## Task description:
Your response must be the entire set of entries, reproduced word for word.

## Collection entries:
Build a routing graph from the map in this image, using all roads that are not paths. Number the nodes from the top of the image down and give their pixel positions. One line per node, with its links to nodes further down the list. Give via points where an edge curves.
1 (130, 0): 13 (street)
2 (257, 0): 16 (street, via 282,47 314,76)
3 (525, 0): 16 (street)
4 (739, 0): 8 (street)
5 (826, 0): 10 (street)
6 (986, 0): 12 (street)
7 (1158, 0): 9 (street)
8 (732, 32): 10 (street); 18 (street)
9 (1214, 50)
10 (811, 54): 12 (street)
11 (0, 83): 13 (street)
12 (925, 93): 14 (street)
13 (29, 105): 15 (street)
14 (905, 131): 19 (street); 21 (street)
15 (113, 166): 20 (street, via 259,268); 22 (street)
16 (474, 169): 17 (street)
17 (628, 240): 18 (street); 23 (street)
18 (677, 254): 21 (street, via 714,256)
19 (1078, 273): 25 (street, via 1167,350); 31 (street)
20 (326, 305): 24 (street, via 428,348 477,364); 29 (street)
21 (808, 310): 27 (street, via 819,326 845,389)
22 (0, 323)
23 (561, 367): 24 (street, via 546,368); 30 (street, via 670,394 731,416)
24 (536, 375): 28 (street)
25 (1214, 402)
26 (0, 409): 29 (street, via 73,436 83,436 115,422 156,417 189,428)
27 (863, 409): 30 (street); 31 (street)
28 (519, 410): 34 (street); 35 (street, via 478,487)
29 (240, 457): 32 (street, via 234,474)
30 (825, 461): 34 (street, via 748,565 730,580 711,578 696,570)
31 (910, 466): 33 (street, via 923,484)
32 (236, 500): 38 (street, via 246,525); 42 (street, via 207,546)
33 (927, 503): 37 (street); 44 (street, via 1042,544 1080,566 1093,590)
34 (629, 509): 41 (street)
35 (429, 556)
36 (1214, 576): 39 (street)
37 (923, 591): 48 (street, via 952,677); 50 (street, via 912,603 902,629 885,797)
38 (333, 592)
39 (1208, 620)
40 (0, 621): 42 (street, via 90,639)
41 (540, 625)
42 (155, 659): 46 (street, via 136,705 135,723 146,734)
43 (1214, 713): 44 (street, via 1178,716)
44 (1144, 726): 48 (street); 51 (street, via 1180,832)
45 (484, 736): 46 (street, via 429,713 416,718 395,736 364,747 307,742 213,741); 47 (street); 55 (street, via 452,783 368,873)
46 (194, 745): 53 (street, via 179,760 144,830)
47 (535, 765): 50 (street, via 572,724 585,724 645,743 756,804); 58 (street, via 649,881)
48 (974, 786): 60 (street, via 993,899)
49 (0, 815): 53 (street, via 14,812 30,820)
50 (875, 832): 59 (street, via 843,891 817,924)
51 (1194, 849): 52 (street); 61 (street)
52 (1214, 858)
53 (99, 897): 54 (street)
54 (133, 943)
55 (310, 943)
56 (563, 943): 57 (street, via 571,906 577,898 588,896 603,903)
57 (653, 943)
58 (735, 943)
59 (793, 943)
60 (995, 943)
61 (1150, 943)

## Task output:
Build a routing graph from the map in this image, using all roads that are not paths. Number the nodes from the top of the image down and give their pixel positions. One line per node, with its links to nodes further down the list. Give via points where an edge curves.
1 (130, 0): 13 (street)
2 (257, 0): 16 (street, via 282,47 314,76)
3 (525, 0): 16 (street)
4 (739, 0): 8 (street)
5 (826, 0): 10 (street)
6 (986, 0): 12 (street)
7 (1158, 0): 9 (street)
8 (732, 32): 10 (street); 18 (street)
9 (1214, 50)
10 (811, 54): 12 (street)
11 (0, 83): 13 (street)
12 (925, 93): 14 (street)
13 (29, 105): 15 (street)
14 (905, 131): 19 (street); 21 (street)
15 (113, 166): 20 (street, via 259,268); 22 (street)
16 (474, 169): 17 (street)
17 (628, 240): 18 (street); 23 (street)
18 (677, 254): 21 (street, via 714,256)
19 (1078, 273): 25 (street, via 1167,350); 31 (street)
20 (326, 305): 24 (street, via 428,348 477,364); 29 (street)
21 (808, 310): 27 (street, via 819,326 845,389)
22 (0, 323)
23 (561, 367): 24 (street, via 546,368); 30 (street, via 670,394 731,416)
24 (536, 375): 28 (street)
25 (1214, 402)
26 (0, 409): 29 (street, via 73,436 83,436 115,422 156,417 189,428)
27 (863, 409): 30 (street); 31 (street)
28 (519, 410): 34 (street); 35 (street, via 478,487)
29 (240, 457): 32 (street, via 234,474)
30 (825, 461): 34 (street, via 748,565 730,580 711,578 696,570)
31 (910, 466): 33 (street, via 923,484)
32 (236, 500): 38 (street, via 246,525); 42 (street, via 207,546)
33 (927, 503): 37 (street); 44 (street, via 1042,544 1080,566 1093,590)
34 (629, 509): 41 (street)
35 (429, 556)
36 (1214, 576): 39 (street)
37 (923, 591): 48 (street, via 952,677); 50 (street, via 912,603 902,629 885,797)
38 (333, 592)
39 (1208, 620)
40 (0, 621): 42 (street, via 90,639)
41 (540, 625)
42 (155, 659): 46 (street, via 136,705 135,723 146,734)
43 (1214, 713): 44 (street, via 1178,716)
44 (1144, 726): 48 (street); 51 (street, via 1180,832)
45 (484, 736): 46 (street, via 429,713 416,718 395,736 364,747 307,742 213,741); 47 (street); 55 (street, via 452,783 368,873)
46 (194, 745): 53 (street, via 179,760 144,830)
47 (535, 765): 50 (street, via 572,724 585,724 645,743 756,804); 58 (street, via 649,881)
48 (974, 786): 60 (street, via 993,899)
49 (0, 815): 53 (street, via 14,812 30,820)
50 (875, 832): 59 (street, via 843,891 817,924)
51 (1194, 849): 52 (street); 61 (street)
52 (1214, 858)
53 (99, 897): 54 (street)
54 (133, 943)
55 (310, 943)
56 (563, 943): 57 (street, via 571,906 577,898 588,896 603,903)
57 (653, 943)
58 (735, 943)
59 (793, 943)
60 (995, 943)
61 (1150, 943)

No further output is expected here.